The other form of interpretation that has been offered by previous scholars takes seriously the apparently intended literal meaning of Polycrates’
words and explains them as a historical reminiscence of the Beloved Disciple or the author of John’s Gospel, who, it is suggested, belonged to a priestly family in Jerusalem and perhaps officiated in the Temple in some capacity. The difficulty in interpretations along these lines is that the historical basis they postulate for Polycrates’ words is historically plausible only when it is something much less than Polycrates states: that John was high priest. J. H. Bernard’s speculation that the petaloti might sometimes have been worn by ordinary Jewish priests in the late Second Temple period39 is contradicted by all the evidence. Internal evidence from the Gospel of John (including 18:15) alleged to show that the author — or the source of the author’s tradition — belonged to Jerusalem priestly circles may have some force,40 but does not really explain why Polycrates should have reached the much more remarkable conclusion that John actually held office as high priest.

The boldest historical speculation is that of Robert Eisler.41 Following Delff,42 he identifies John, the author of the Gospel, with the John who appears as a member of the high priestly family in Acts 4:6. Going further than Delff,43 he claims that this John actually was the high priest, by identifying him with Theophilus the son of Annas (Josephus, Ant. 18.123), who was high priest from 37 to 41 ce.44 He suggests that Theophilus was used as the Greek name roughly equivalent in meaning to Hebrew Yohanan or Yehohanan (John).
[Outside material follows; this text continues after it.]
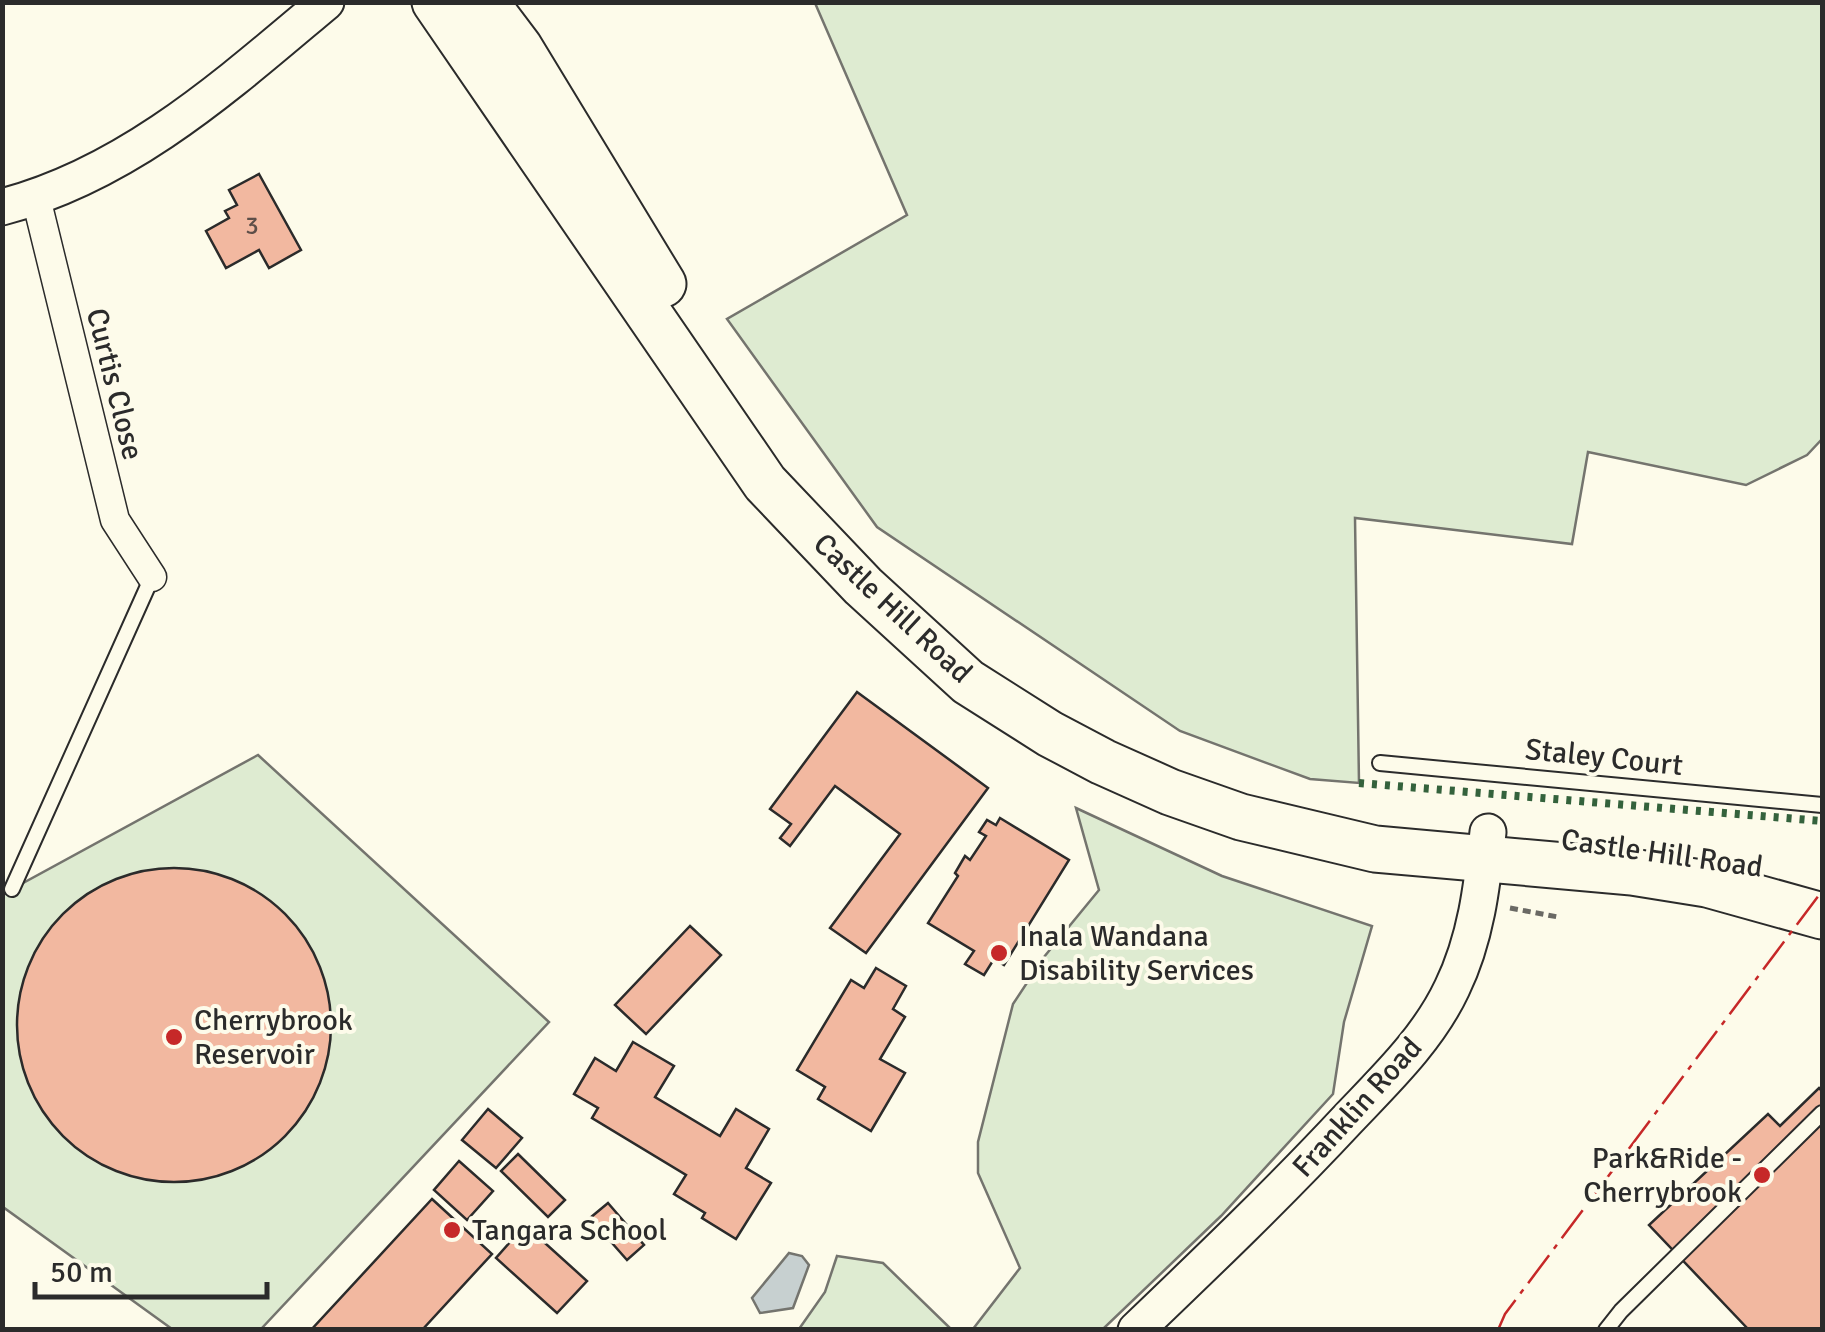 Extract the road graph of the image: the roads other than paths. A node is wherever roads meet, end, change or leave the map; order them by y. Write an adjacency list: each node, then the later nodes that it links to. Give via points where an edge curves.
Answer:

This is quite possible, but the identification of the John of whom Polycrates speaks with the high priest Theophilus is achieved only by a series of unverifiable guesses and requires us to believe that only Polycrates has preserved any reference to the fact that the high priest Theophilus was a disciple of Jesus.

More recently, Rigato, apparently without knowledge of Eisler’s work, has taken Polycrates’ statement fully seriously, identified John the author of the Gospel with the John of Acts 4:6,45 and supposed that this John must at some time have officiated as high priest.46 Since Josephus (our main source for knowledge of the high priests of the late Second Temple period) does not refer to a high priest named John, Rigato allows three possibilities:47 (1) that Josephus’s record of the high priests is incomplete and does not happen to refer to John (perhaps the name of John, as a Christian, was subject to a kind of damnatio memoriae, expunged from the record), (2) that John was another name of one of those mentioned by Josephus, or (3) that on one Day of Atonement John substituted for the high priest, according to the practice of substituting another member of the family if the high priest was ill or ritually impure.48 Certainly these are possibilities, but it still remains surprising that only Polycrates should have preserved any reference to the remarkable fact that a disciple of Jesus, author of the Gospel of John, was or substituted for the high priest. It is worth noting that we know of one occasion when the reigning high priest was unable to officiate on the Day of Atonement owing to ritual impurity. This was the high priest Matthias (5-4 BCE), and the incident, along with the name of the relative who substituted for him (Joseph son of Elim), was not only recorded by Josephus (Ant. 17.165-67) but well remembered, as a precedent, in rabbinic tradition (Tosephta Yoma 1:4; b. Yoma 12b;y. Yoma 1:1,38d). James VanderKam comments: “It is understandable that an event so public as the temporary replacement of a high priest on the Day of Atonement would be remembered in the tradition.”49

We need to take a closer look at Acts 4:6. The occasion is a meeting of the high priest’s council at which the apostles Peter and John are accused of
stirring up the people by preaching the resurrection of Jesus. “The high priest’s family,” we should probably infer, is that of the powerful ex-high
priest Annas (high priest 6-15 ce), father-in-law of the reigning high priest Caiaphas and father of no less than five other high priests in the period 16-62 CE. John and Alexander, neither of whom is mentioned by Josephus, presumably also belong to this family. In place of “John” (Ioannes), which is the reading of the majority of manuscripts, there is a variant reading “Jonathan” (Ionathas), which would refer to the son of Annas who was briefly high priest after Caiaphas, according to Josephus (Ant. 18.95) and who played quite a prominent role in Josephus’s narrative of later events.50 Since the name John is very frequent in the New Testament while the name Jonathan occurs nowhere else in the New Testament, some have supposed that “Jonathan” was the original reading for which scribes substituted the more familiar name “John.”51 But a more common judgment has been that the well-known historical figure Jonathan has been substituted for the otherwise unknown John by knowledgeable scribes.52 In fact, it may now be possible to identify this John, since the discovery in Jerusalem of the ossuary of Yehohanah (Joanna) daughter of Yehohanan (John), the son of the high priest Theophilus, who was a son of Annas.53

The improbable and speculative nature of Eisler’s proposal has distracted attention from the way in which Acts 4:6 really can explain Polycrates’ words about John. The simplest explanation is that Polycrates (or the Ephesian church tradition he followed) identified John the Beloved Disciple,
who had died at Ephesus, with the John of Acts 4:6 (whether or not “John” was the original reading, it is so common in the manuscripts that it is easy to suppose it to be the reading known in Ephesus and to Polycrates). But Polycrates made this identification, not because he had any historical information to this effect, but simply as a matter of scriptural exegesis.54 The tradition that John the Beloved Disciple was a high priest is neither metaphorical nor historical, but exegetical.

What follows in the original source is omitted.